Ese influjo queda demostrado en el nombre de ese territorio admirable que es California; nombre que fue tomado de una novela caballeresca, las Sergas de Esplandián, escrita por Garci Rodríguez de Montalvo entre los siglos XV y XVI. Sin duda, muchos lectores californianos recordarán ese párrafo gracias al cual su tierra fue bautizada: “Sabed que ala diestra mano delas Indias vuo vna Isla llamada California, muy llegada ala parte del Parayso terrenal…”.
“A tenor de las veces que son citados tanto el autor como su obra –escribe Salvador Bernabéu Albert–, parecería que nos encontramos ante todo un clásico, más aún, ante la estrella del canon literario californiano. Sin embargo, el libro de Montalvo es muy desconocido, poco leído y menos citado fuera del famoso párrafo que comienza con las palabras: A la diestra mano delas Indias, en gran parte por la dificultad de encontrarlo” (Estudio introductorio, Las Sergas de Esplandián, Doce Calles, Instituto de Cultura de Baja California, 1998, p. XVI).
Los manuales de caballería
Como es de imaginar, el caballero no improvisaba su comportamiento. No se dejaba ir a lo loco, sin otro afán que llegar hasta el grado de héroe. Por supuesto, el asunto era más complejo. Para conseguir un despliegue de su mejor carácter, el aspirante precisaba instrucción. Y en este punto es donde cobraban importancia los manuales de caballería.

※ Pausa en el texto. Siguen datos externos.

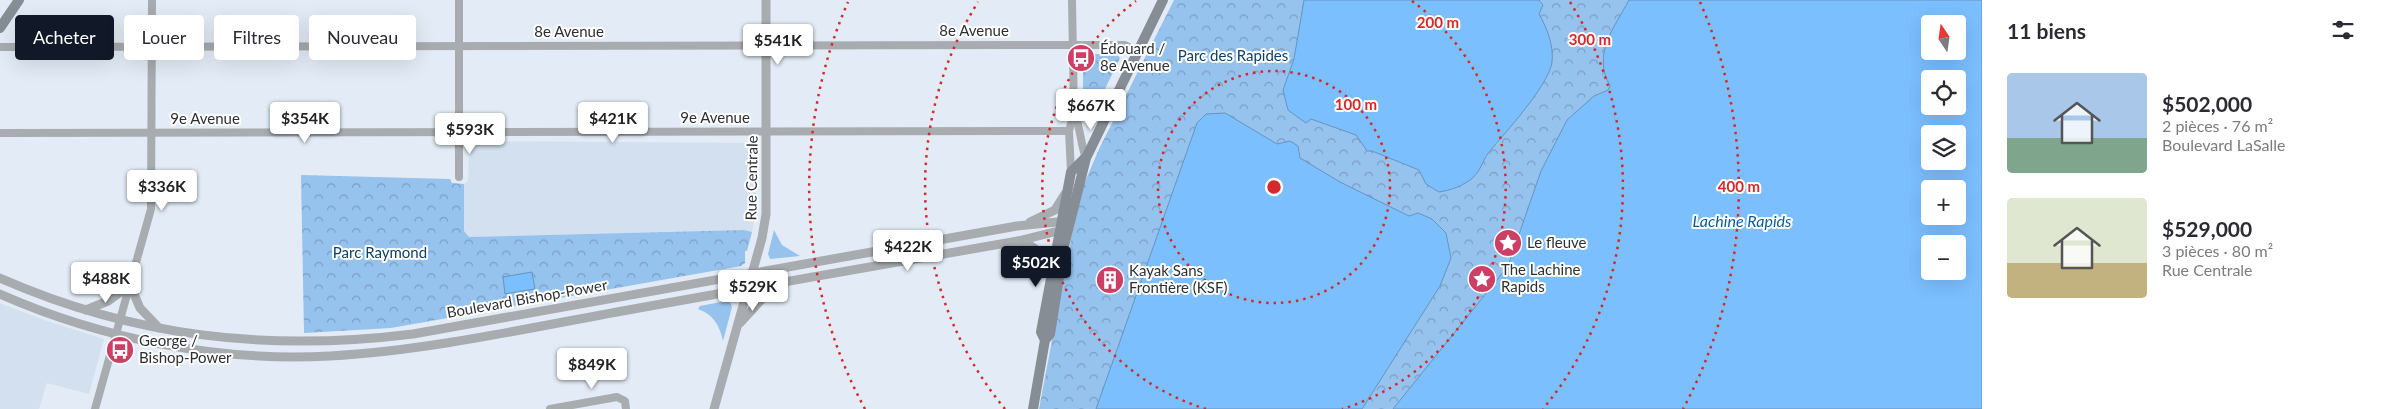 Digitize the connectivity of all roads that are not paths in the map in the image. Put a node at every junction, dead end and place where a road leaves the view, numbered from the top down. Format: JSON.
{"nodes":[{"id":1,"x":19,"y":0,"type":"edge"},
{"id":2,"x":152,"y":0,"type":"edge"},
{"id":3,"x":459,"y":0,"type":"edge"},
{"id":4,"x":766,"y":0,"type":"edge"},
{"id":5,"x":1072,"y":0,"type":"edge"},
{"id":6,"x":1163,"y":0,"type":"edge"},
{"id":7,"x":152,"y":15,"type":"edge"},
{"id":8,"x":0,"y":28,"type":"edge"},
{"id":9,"x":766,"y":45,"type":"junction"},
{"id":10,"x":1073,"y":45,"type":"junction"},
{"id":11,"x":459,"y":46,"type":"junction"},
{"id":12,"x":0,"y":47,"type":"edge"},
{"id":13,"x":124,"y":47,"type":"edge"},
{"id":14,"x":204,"y":47,"type":"edge"},
{"id":15,"x":1137,"y":51,"type":"junction"},
{"id":16,"x":152,"y":60,"type":"edge"},
{"id":17,"x":1074,"y":113,"type":"junction"},
{"id":18,"x":1069,"y":131,"type":"junction"},
{"id":19,"x":459,"y":132,"type":"junction"},
{"id":20,"x":766,"y":132,"type":"junction"},
{"id":21,"x":0,"y":133,"type":"edge"},
{"id":22,"x":152,"y":133,"type":"junction"},
{"id":23,"x":1086,"y":158,"type":"junction"},
{"id":24,"x":1072,"y":172,"type":"junction"},
{"id":25,"x":459,"y":177,"type":"dead end"},
{"id":26,"x":1069,"y":187,"type":"junction"},
{"id":27,"x":1017,"y":226,"type":"junction"},
{"id":28,"x":1065,"y":228,"type":"junction"},
{"id":29,"x":1018,"y":241,"type":"junction"},
{"id":30,"x":1051,"y":271,"type":"junction"},
{"id":31,"x":753,"y":273,"type":"junction"},
{"id":32,"x":0,"y":278,"type":"edge"},
{"id":33,"x":793,"y":280,"type":"junction"},
{"id":34,"x":130,"y":285,"type":"junction"},
{"id":35,"x":748,"y":288,"type":"junction"},
{"id":36,"x":0,"y":294,"type":"edge"},
{"id":37,"x":86,"y":310,"type":"junction"},
{"id":38,"x":120,"y":320,"type":"junction"},
{"id":39,"x":159,"y":328,"type":"junction"},
{"id":40,"x":736,"y":329,"type":"junction"},
{"id":41,"x":117,"y":334,"type":"junction"},
{"id":42,"x":1045,"y":340,"type":"junction"},
{"id":43,"x":625,"y":405,"type":"edge"},
{"id":44,"x":98,"y":408,"type":"edge"},
{"id":45,"x":550,"y":409,"type":"edge"},
{"id":46,"x":715,"y":409,"type":"edge"},
{"id":47,"x":1033,"y":409,"type":"edge"}],
"edges":[{"from":1,"to":8,"type":"main road"},
{"from":2,"to":7,"type":"street"},
{"from":3,"to":11,"type":"street"},
{"from":4,"to":9,"type":"street","name":"Rue Centrale"},
{"from":5,"to":10,"type":"street"},
{"from":6,"to":15,"type":"main road"},
{"from":9,"to":10,"type":"street","name":"8e Avenue"},
{"from":9,"to":11,"type":"street","name":"8e Avenue"},
{"from":9,"to":20,"type":"street","name":"Rue Centrale"},
{"from":10,"to":15,"type":"street","name":"8e Avenue"},
{"from":10,"to":17,"type":"street"},
{"from":11,"to":14,"type":"street","name":"8e Avenue"},
{"from":11,"to":19,"type":"street"},
{"from":12,"to":13,"type":"street","name":"8e Avenue"},
{"from":15,"to":23,"type":"main road"},
{"from":16,"to":22,"type":"street"},
{"from":17,"to":18,"type":"street"},
{"from":17,"to":23,"type":"street"},
{"from":18,"to":20,"type":"street","name":"9e Avenue"},
{"from":18,"to":24,"type":"street"},
{"from":19,"to":20,"type":"street","name":"9e Avenue"},
{"from":19,"to":22,"type":"street","name":"9e Avenue"},
{"from":19,"to":25,"type":"street"},
{"from":20,"to":31,"type":"street","name":"Rue Centrale"},
{"from":21,"to":22,"type":"street","name":"9e Avenue"},
{"from":22,"to":34,"type":"street"},
{"from":23,"to":24,"type":"main road"},
{"from":23,"to":28,"type":"main road"},
{"from":24,"to":26,"type":"main road"},
{"from":26,"to":27,"type":"street"},
{"from":26,"to":28,"type":"main road"},
{"from":27,"to":28,"type":"street","name":"Boulevard Bishop-Power"},
{"from":27,"to":31,"type":"street","name":"Boulevard Bishop-Power"},
{"from":28,"to":29,"type":"street","name":"Boulevard Bishop-Power"},
{"from":28,"to":30,"type":"main road"},
{"from":28,"to":42,"type":"main road"},
{"from":29,"to":30,"type":"street"},
{"from":29,"to":33,"type":"street","name":"Boulevard Bishop-Power"},
{"from":30,"to":42,"type":"main road"},
{"from":31,"to":35,"type":"street","name":"Rue Centrale"},
{"from":31,"to":39,"type":"street","name":"Boulevard Bishop-Power"},
{"from":32,"to":37,"type":"street","name":"Boulevard Bishop-Power"},
{"from":33,"to":35,"type":"street","name":"Boulevard Bishop-Power"},
{"from":33,"to":40,"type":"street"},
{"from":34,"to":37,"type":"street"},
{"from":34,"to":38,"type":"street"},
{"from":34,"to":39,"type":"street"},
{"from":35,"to":40,"type":"street","name":"Rue Centrale"},
{"from":35,"to":41,"type":"street","name":"Boulevard Bishop-Power"},
{"from":36,"to":41,"type":"street","name":"Boulevard Bishop-Power"},
{"from":37,"to":38,"type":"street","name":"Boulevard Bishop-Power"},
{"from":38,"to":39,"type":"street","name":"Boulevard Bishop-Power"},
{"from":38,"to":41,"type":"street"},
{"from":40,"to":46,"type":"street","name":"Rue Centrale"},
{"from":41,"to":44,"type":"street"},
{"from":42,"to":47,"type":"main road"},
{"from":43,"to":45,"type":"street"}]}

Uno de los más notables lo diseñó Raimundo Lulio, quien conoció la materia como paje de Jaime I de Aragón y senescal de Jaime II. Fue hacia 1275 cuando el sabio escribió el Libro de la orden de caballería, un prontuario del paladín cristiano muy similar al título XXI de la segunda Partida de Alfonso X el Sabio.
Según destaca Luis Alberto de Cuenca, el manual de Lulio influyó decisivamente en el Libro del cavallero et del escudero, de don Juan Manuel. En sus páginas no hay sitio para los pequeños y grandes vicios, y sí, para el honor y la disciplina.
“Dios ha honrado al caballero –escribe–, y el pueblo ha honrado al caballero, según se ha dicho en este libro; así pues, la caballería es oficio honrado y muy necesario para el buen gobierno del mundo; y por eso el caballero, por todas estas razones y por muchas otras, debe ser honrado por las gentes” (Libro de la orden de caballería, nota prelim. y trad. de Luis Alberto de Cuenca, Madrid, Alianza Editorial, 1992, p. 99).
Otro ensayo compuesto por de Cuenca reproduce la citada Partida de Alfonso X, donde queda de manifiesto que las cualidades caballerescas no se deben exclusivamente a las armas: “Ca la vigilia de los Caualleros non fue establecida para juegos, ni para otras cosas, si non para rogar a Dios ellos, e los otros que y fuessen, que los guarde, e que los enderesce, e aliuie, como a omes que entran en carrera de muerte” (Floresta Española de Varia Caballería, Madrid, Editora Nacional, 1975, p. 209).